▸ **Aim of the exercise**: All that should come back is the lines of the data below from the one containing "middle mcp: (248, 199)" to the one containing "pinky tip: (286, 237)", inclusive, exactly as they stand.

──────── Records for the exercise ────────

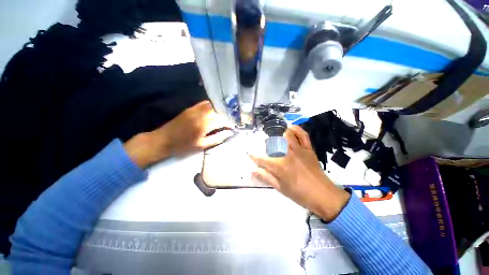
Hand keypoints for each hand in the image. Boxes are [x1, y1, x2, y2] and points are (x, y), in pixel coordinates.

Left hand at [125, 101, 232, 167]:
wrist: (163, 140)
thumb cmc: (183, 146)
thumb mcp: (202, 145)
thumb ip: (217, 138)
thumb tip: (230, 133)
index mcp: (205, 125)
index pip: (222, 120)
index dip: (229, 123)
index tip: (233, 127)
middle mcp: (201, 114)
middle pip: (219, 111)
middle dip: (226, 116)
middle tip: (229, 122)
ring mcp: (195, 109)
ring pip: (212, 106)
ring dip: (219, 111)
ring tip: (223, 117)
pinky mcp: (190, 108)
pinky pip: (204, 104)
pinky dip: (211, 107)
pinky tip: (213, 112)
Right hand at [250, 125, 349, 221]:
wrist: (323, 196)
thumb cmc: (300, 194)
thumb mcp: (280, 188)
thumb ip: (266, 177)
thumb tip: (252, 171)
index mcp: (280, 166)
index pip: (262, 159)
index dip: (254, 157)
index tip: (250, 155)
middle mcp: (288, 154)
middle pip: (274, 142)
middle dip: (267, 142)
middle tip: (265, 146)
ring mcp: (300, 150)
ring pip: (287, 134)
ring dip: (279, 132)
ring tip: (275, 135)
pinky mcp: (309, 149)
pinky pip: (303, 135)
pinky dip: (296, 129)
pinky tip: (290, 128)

────────
──────── Records for the exercise ────────

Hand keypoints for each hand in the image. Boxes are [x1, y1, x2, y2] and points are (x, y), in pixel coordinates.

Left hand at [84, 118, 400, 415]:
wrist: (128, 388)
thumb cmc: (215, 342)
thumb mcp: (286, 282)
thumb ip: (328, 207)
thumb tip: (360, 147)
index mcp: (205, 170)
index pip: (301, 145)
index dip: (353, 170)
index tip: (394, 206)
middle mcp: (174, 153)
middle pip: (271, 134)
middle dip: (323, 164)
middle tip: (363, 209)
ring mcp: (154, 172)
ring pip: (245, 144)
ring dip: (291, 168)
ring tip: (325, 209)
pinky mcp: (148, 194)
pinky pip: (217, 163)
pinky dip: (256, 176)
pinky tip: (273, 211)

────────
──────── Records for the exercise ────────

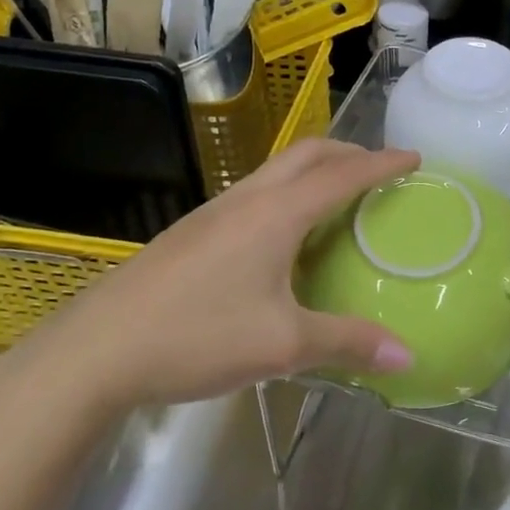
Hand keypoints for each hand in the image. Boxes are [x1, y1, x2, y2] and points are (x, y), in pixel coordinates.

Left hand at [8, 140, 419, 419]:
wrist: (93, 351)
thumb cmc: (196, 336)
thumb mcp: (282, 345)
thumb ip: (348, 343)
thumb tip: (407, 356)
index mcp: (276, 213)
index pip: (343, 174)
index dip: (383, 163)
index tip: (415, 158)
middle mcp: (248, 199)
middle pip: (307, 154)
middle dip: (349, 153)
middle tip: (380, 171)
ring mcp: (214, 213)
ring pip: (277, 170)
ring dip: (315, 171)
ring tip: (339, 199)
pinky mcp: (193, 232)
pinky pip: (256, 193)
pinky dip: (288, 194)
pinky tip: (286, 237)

────────

▸ **Your solution**:
middle mcp: (248, 199)
middle pip: (307, 154)
middle dip: (349, 153)
middle tip: (380, 171)
ring mcp: (214, 213)
ring pip: (277, 170)
ring dip: (315, 171)
ring tip: (339, 199)
pinky mcp: (193, 232)
pinky pip: (256, 193)
pinky dip: (288, 194)
pinky tip: (286, 237)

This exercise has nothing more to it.